EZB-Präsidentin Christine Lagarde betonte laut Bloomberg, dass die Notenbank flexibel bleiben werde. Angesichts der hohen Unsicherheit sehe sie derzeit keinen Anlass für schnelle Zinsentscheidungen und wolle keine übereilten Schritte unternehmen.
Lagarde weist Stagflationssorgen zurück
Gleichzeitig wies Lagarde Befürchtungen einer Stagflation zurück. Die europäische Wirtschaft sei heute robuster als im Jahr 2022 und besser in der Lage, externe Schocks zu verkraften. Zudem stellte sie klar, dass die EZB verhindern wolle, dass sich ein ähnlich starker Inflationsschub wie nach Beginn des Ukrainekriegs wiederhole. Die Notenbank sieht sich daher in der Lage, die aktuelle Entwicklung kontrolliert zu begleiten.
Inflationserwartungen werden zum entscheidenden Faktor
Ökonomen verweisen in diesem Zusammenhang auf eine Rede Lagardes beim Notenbankforum in Sintra im Jahr 2024. Darin erklärte sie, dass Zentralbanken Angebotsschocks unter bestimmten Bedingungen tolerieren können, da diese häufig keine dauerhaften Spuren in der Inflation hinterlassen.

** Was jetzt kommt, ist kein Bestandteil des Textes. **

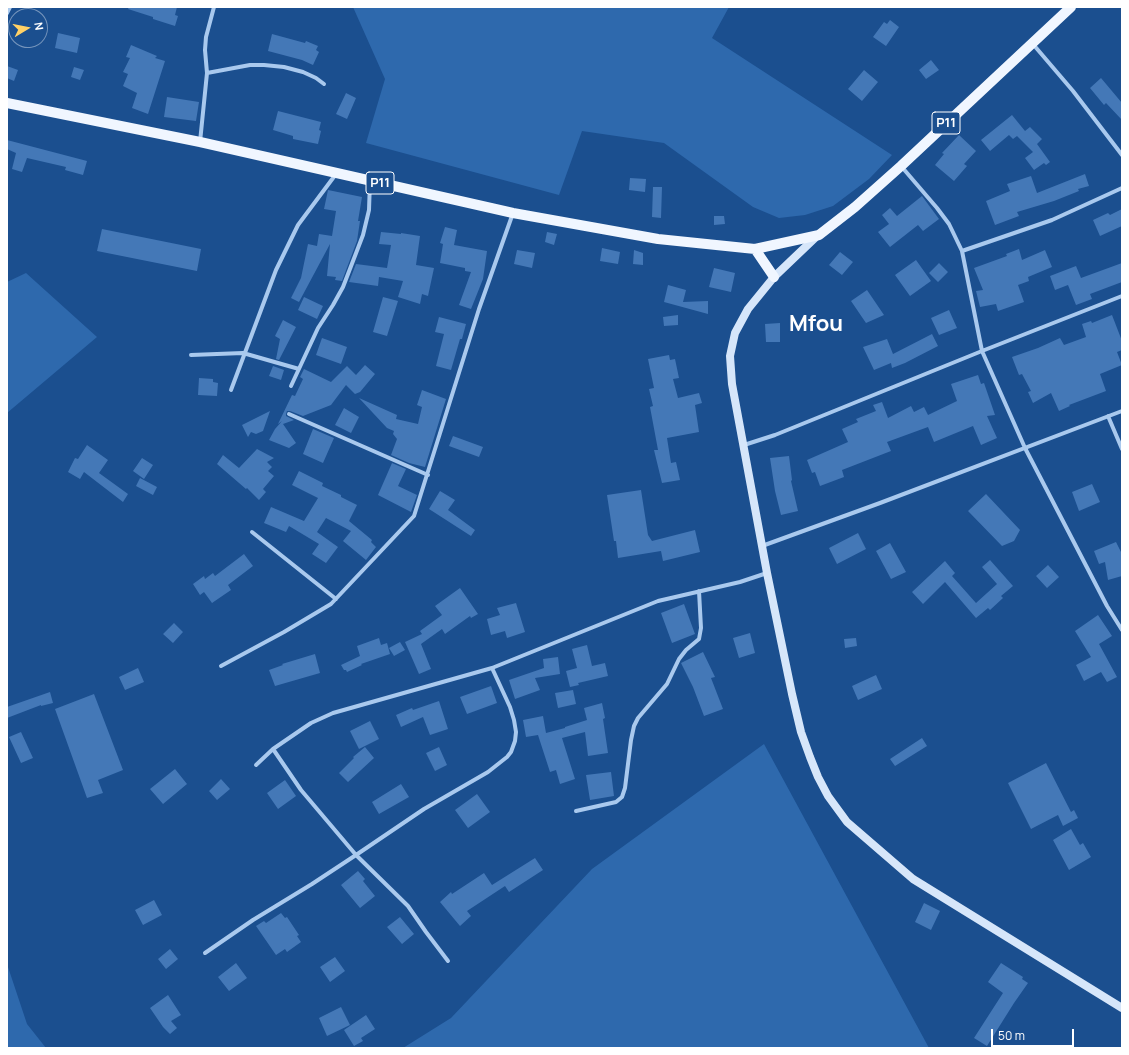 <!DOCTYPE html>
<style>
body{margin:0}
#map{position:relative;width:1129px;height:1055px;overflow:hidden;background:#1b4f8f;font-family:Manrope,sans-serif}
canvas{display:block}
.frame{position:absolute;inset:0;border:8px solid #fff;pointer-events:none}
.north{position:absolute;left:8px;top:8px;width:40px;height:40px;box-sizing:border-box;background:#1b4f8f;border:1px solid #7695bc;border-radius:50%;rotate:80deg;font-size:11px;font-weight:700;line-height:16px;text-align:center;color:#fff}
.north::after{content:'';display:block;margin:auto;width:14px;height:18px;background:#ffd166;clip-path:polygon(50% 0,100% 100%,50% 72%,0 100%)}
.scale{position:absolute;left:991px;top:1029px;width:83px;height:18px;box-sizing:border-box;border:2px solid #fff;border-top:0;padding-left:5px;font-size:12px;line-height:14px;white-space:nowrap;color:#fff;-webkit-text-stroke:3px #1b4f8f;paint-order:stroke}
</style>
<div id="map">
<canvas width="1129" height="1055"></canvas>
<div class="frame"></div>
<div class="north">N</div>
<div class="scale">50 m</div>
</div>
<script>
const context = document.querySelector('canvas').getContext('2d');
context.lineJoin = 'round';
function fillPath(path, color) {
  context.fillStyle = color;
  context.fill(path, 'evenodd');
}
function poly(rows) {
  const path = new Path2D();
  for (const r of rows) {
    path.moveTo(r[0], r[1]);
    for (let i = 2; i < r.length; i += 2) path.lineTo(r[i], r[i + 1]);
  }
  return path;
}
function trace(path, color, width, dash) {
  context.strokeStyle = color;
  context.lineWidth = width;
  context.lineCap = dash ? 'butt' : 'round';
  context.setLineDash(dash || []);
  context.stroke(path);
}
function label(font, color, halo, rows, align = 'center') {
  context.font = font + ' Manrope,sans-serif';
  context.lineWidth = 3.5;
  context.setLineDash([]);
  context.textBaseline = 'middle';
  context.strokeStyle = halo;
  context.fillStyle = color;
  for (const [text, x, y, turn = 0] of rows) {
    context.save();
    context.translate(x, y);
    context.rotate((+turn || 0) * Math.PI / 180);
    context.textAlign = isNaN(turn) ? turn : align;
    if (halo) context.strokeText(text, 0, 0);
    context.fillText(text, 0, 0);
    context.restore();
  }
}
const green = poly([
 [353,7,729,7,712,38,892,155,869,179,833,206,805,215,779,218,753,207,664,143,582,131,559,195,366,143,385,79],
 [26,273,97,337,7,413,7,282],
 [764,744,929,1048,403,1048,451,1018,592,869],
 [7,964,27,1024,46,1048,7,1048]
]);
const building = poly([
 [129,7,177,7,175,15,178,16,175,26,153,19,153,17,128,9],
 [890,20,899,27,886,46,873,37,884,22,887,24],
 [58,33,80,38,77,53,55,48],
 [272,34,305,43,306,41,318,46,316,50,319,52,313,65,302,60,268,51],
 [131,45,157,56,155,58,165,61,148,114,132,108,137,93,123,86,128,74,123,72,130,58,126,57],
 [931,60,939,70,926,79,919,70],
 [7,66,18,70,14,81,7,78],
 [74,67,84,70,80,80,71,77],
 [864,70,878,82,862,101,848,89],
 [1101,78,1122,103,1122,120,1106,103,1104,105,1090,88],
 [346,93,356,98,347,119,336,114],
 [167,97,199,102,196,121,164,117],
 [278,111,321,122,319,130,321,131,318,144,293,139,293,136,273,130],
 [1012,115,1025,131,1030,127,1042,139,1037,144,1050,162,1046,165,1044,163,1034,170,1025,158,1033,152,1017,136,1013,139,1009,135,990,151,981,140],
 [959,135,976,151,964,164,967,166,954,181,935,165,944,154,942,153],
 [7,140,87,161,83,175,65,170,66,167,27,158,22,172,12,169,16,153,7,149],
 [1085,174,1089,186,1078,189,1079,191,1054,201,1017,212,1019,216,995,225,986,201,1010,191,1007,184,1031,176,1037,193],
 [630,178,646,179,645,192,629,190],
 [653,187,662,187,661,218,652,217],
 [328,190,362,197,358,221,360,221,357,241,342,281,335,280,336,277,327,276,330,244,299,302,291,298,301,278,308,244,317,246,319,234,332,236,336,211,324,209],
 [922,196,939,219,923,231,918,225,890,247,878,232,889,224,882,215,890,208,897,216],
 [1122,209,1122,226,1100,236,1093,220,1108,213,1110,215],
 [714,216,724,216,725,224,714,225],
 [445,227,457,230,454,245,487,251,483,279,471,309,459,305,471,272,465,271,465,268,440,263,443,244,440,243],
 [102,229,201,249,197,271,97,251],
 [381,232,401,234,401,233,420,236,416,265,434,268,428,296,422,294,420,304,398,297,403,281,379,277,378,286,349,282,356,264,387,268,391,245,379,244],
 [547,232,557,234,554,245,545,242],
 [602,248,620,252,618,264,600,261],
 [1019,249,1022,260,1045,250,1052,267,1028,277,1029,281,1018,285,1024,302,998,311,996,304,980,307,976,291,983,290,974,268,1007,256,1006,254],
 [517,250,535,253,532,268,514,264],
 [634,250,643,253,643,265,633,264],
 [840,252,853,262,842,275,829,265],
 [916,260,931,281,910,296,895,275],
 [939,263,948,272,938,282,929,273],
 [1122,263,1122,282,1090,294,1092,299,1076,305,1068,285,1055,290,1050,276,1076,266,1081,278],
 [714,268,735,273,731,292,709,287],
 [668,285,686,290,683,302,708,301,708,314,664,302],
 [867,290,884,315,866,323,851,301],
 [304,297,323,306,317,319,298,310],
 [383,297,398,301,387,336,373,332],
 [949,310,957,328,939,335,931,318],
 [678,315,678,325,664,326,663,317],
 [1112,315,1122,341,1122,350,1117,352,1122,365,1100,374,1106,391,1069,405,1070,406,1059,411,1051,393,1033,403,1028,392,1031,391,1022,374,1019,375,1012,357,1038,348,1060,338,1064,345,1086,337,1082,324,1091,321,1092,323],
 [439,317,466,324,462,339,460,339,451,370,436,366,444,334,435,332],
 [283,320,296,327,279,360,276,359,280,339,275,336],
 [780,323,780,342,766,342,765,324],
 [932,334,938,346,905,363,892,368,891,363,874,370,863,347,887,339,893,354],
 [322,338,347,347,341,364,316,355],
 [669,355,670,360,675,359,679,378,673,379,678,398,699,393,702,403,695,405,699,432,667,438,671,463,676,462,680,480,662,483,654,450,658,450,650,407,653,406,649,389,654,388,648,359],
 [365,365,375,374,360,392,355,394,346,385,331,405,303,416,290,411,287,411,286,414,286,416,294,420,283,424,296,443,289,448,269,440,275,429,282,421,278,424,292,395,295,396,303,379,300,377,304,369,331,382,347,366,356,375],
 [273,366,284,370,281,380,269,376],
 [978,375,981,384,984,383,995,415,987,416,997,438,981,445,973,426,934,442,928,427,887,442,891,451,842,470,844,477,820,486,815,472,812,473,807,460,848,442,842,429,858,422,856,419,876,411,873,405,882,402,888,418,911,406,914,412,924,407,928,415,957,401,951,384],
 [199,378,213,379,213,382,218,383,217,396,198,395],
 [422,390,446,399,425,467,409,463,391,455,397,439,393,434,394,431,387,428,359,398,397,415,396,419,418,424,422,407,417,405],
 [344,408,359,417,351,433,335,425],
 [270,411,263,431,256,434,251,432,248,437,242,425],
 [313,429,334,438,323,463,303,454],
 [453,436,483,447,479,457,449,446],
 [87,445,108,460,99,473,128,494,123,502,84,472,80,479,68,472,75,458,78,459],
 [257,449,274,458,267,462,272,467,268,471,274,476,263,489,266,492,259,500,247,488,246,489,217,464,223,455,239,468],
 [789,456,792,480,791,481,798,511,781,515,775,491,770,458],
 [142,458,153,465,144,479,133,471],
 [392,463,406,469,398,486,417,495,411,512,378,495],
 [299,471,323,483,322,486,341,495,341,497,357,505,349,521,372,540,371,542,376,547,366,560,343,541,351,531,326,518,317,532,338,547,326,563,312,554,319,544,289,526,286,532,264,523,271,507,304,521,318,498,292,485],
 [140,478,157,487,153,495,136,486],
 [1092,484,1100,502,1079,511,1072,492],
 [641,490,648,535,652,541,695,530,700,552,663,561,661,551,618,558,616,541,614,541,607,495],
 [440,491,455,500,448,510,475,530,471,536,429,509],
 [986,494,1020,530,1014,541,1002,546,968,511],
 [858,533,866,549,837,564,829,548],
 [1116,542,1122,554,1122,576,1108,580,1105,562,1099,564,1094,551],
 [890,543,906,572,891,579,876,551],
 [244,554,253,566,228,585,231,590,212,603,204,592,200,595,193,584,204,576,205,579,213,573,215,576],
 [990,560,1013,586,1001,596,1003,598,990,610,988,608,976,618,945,582,923,604,912,592,945,561,955,573,952,576,976,603,997,584,982,567],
 [1048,565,1059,577,1047,588,1036,576],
 [460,588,478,614,471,618,470,616,445,634,442,629,421,644,431,669,419,674,405,642,422,634,420,631,442,615,435,606],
 [516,603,525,632,507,638,505,631,491,635,487,619,500,615,497,608],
 [684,604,695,634,672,643,661,613],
 [1098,615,1112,636,1099,644,1117,677,1107,682,1101,672,1084,681,1076,665,1091,657,1075,631],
 [174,623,183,632,173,643,163,634],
 [750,633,755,653,739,658,733,638],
 [379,638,381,645,387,643,390,654,361,664,362,665,347,672,346,670,344,670,341,665,360,656,357,646],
 [856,638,857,646,845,648,844,639],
 [400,642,405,650,394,656,389,648],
 [587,645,592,666,605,663,608,676,578,683,579,685,570,687,566,671,577,668,572,649],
 [703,652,715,677,711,678,723,709,704,716,693,687,681,663],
 [315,654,320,673,275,686,269,670,283,665,282,664],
 [558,657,560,674,535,678,540,690,515,699,509,680,544,668,543,659],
 [138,668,144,682,125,690,119,677],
 [876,675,882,689,858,700,852,686],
 [491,686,497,703,467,714,460,697],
 [573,690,576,704,558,708,555,693],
 [50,692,53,703,41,706,41,705,7,718,7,707],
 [94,694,123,770,98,780,103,793,87,798,55,709],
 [439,701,448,729,430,735,423,717,401,727,396,715,412,708,413,710],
 [602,703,605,718,603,719,608,753,588,756,585,732,562,738,575,779,560,784,556,770,550,772,538,735,526,737,523,720,543,716,546,733,565,728,565,727,587,720,584,708],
 [370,721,379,739,359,749,350,731],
 [21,732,33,758,21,763,9,737],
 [922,738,927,746,895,766,890,759],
 [365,747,374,758,348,782,339,773,354,758,353,757],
 [439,747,447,765,435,771,426,753],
 [1046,763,1071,812,1074,810,1078,818,1063,826,1058,815,1031,829,1008,783],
 [175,769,187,784,163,804,150,789],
 [611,772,614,796,590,800,586,775],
 [221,779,230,789,217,800,209,791],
 [285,780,296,796,278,809,267,793],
 [401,784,409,797,379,814,372,802],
 [477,794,490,812,468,828,455,810],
 [1071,829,1080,845,1083,843,1091,857,1069,870,1053,840],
 [535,858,543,870,509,892,505,886,467,911,471,916,460,926,440,902,451,892,452,894,484,873,492,885],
 [358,871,365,879,363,881,375,896,360,908,341,885],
 [154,900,162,915,143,925,135,910],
 [924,903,940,911,931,930,915,922],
 [281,913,285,918,287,917,299,935,297,936,301,942,287,952,285,949,276,955,256,926,264,921,266,923],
 [400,917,414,934,402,944,387,927],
 [170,949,178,959,166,969,158,959],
 [335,957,345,971,330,982,320,967],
 [236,963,247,978,229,991,218,977],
 [1001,963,1023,977,1022,979,1028,983,1014,1003,987,1046,974,1038,1003,993,988,982],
 [168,995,181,1015,171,1021,177,1028,170,1034,163,1027,150,1008],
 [341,1007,350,1025,327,1036,319,1018],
 [366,1015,375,1029,361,1038,363,1041,354,1046,344,1030]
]);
const minor = poly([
 [7,13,10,7],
 [1032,43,1073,91,1122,155],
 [207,73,250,65,264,65,284,67,303,72,316,78,324,84],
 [200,142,207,73,205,50,206,37,214,7],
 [901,166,937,208,949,224,962,251,982,351,1025,448,1107,606,1122,630],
 [962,251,1052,220,1122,188],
 [191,355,243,353,299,369],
 [291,386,318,328,333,305,343,287,363,235,369,210,370,181],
 [231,390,276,270,298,225,336,174],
 [289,414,428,475],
 [1108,416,1122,449],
 [744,445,775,435,982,351,1122,296],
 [252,532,336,599],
 [762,546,880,503,1122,411],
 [221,666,284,632,331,604,414,516,479,309,513,213],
 [256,765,273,749,311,723,333,713,492,668,658,601,740,582,767,573],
 [576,811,616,802,622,797,625,788,631,740,634,726,638,718,667,684,679,659,686,650,699,639,701,628,699,591],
 [205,953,253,920,312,884,356,855,301,790,273,749],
 [448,961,426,932,408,906,356,855,424,809,488,772,507,757,511,752,515,741,516,732,514,720,510,707,492,668]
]);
const secondary = poly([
 [818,235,774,277,748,309,735,333,730,356,732,384,767,573,792,694,801,732,810,757,818,777,828,796,847,822,913,879,1122,1008]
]);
const primary = poly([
 [7,103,200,142,513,213,658,239,755,249,819,235,855,207,901,166,1071,7],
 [755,249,774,277]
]);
const shields = [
 [946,123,28],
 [380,183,28]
];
const shieldNames = [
 ["P11",946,123],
 ["P11",380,183]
];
const townNames = [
 ["Mfou",816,325]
];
fillPath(green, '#2e69ad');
fillPath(building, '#4478b7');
trace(minor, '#a9c9ee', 4);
trace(secondary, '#d6e6fa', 8);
trace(primary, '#f0f6ff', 10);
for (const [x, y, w] of shields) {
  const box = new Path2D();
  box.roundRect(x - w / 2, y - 11, w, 22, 3);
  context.fillStyle = '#1b4f8f';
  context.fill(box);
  trace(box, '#fff', 1);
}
label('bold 13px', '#fff', null, shieldNames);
label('bold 22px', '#fff', '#1b4f8f', townNames);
</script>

Diese Einschätzung gilt jedoch nur, wenn die Schocks moderat und vorübergehend bleiben. Sollten sie an Intensität oder Dauer gewinnen, könnten sich die Inflationserwartungen lösen und verstärken.
Deutschland besonders anfällig für Energiepreise und Zinskurs
Für Deutschland als größte Volkswirtschaft der Eurozone haben die geldpolitischen Entscheidungen der EZB unmittelbare Auswirkungen. Steigende Energiepreise belasten die Industrie, während die Inflation die Kaufkraft der privaten Haushalte weiter einschränkt.
Sollte die EZB aufgrund anhaltender Inflationsrisiken zu Zinserhöhungen gezwungen sein, könnte dies die ohnehin schwache Konjunktur zusätzlich bremsen. Gleichzeitig würde ein zu spätes Eingreifen das Risiko dauerhaft erhöhter Inflation erhöhen und damit ebenfalls negative Folgen für Unternehmen und Verbraucher nach sich ziehen.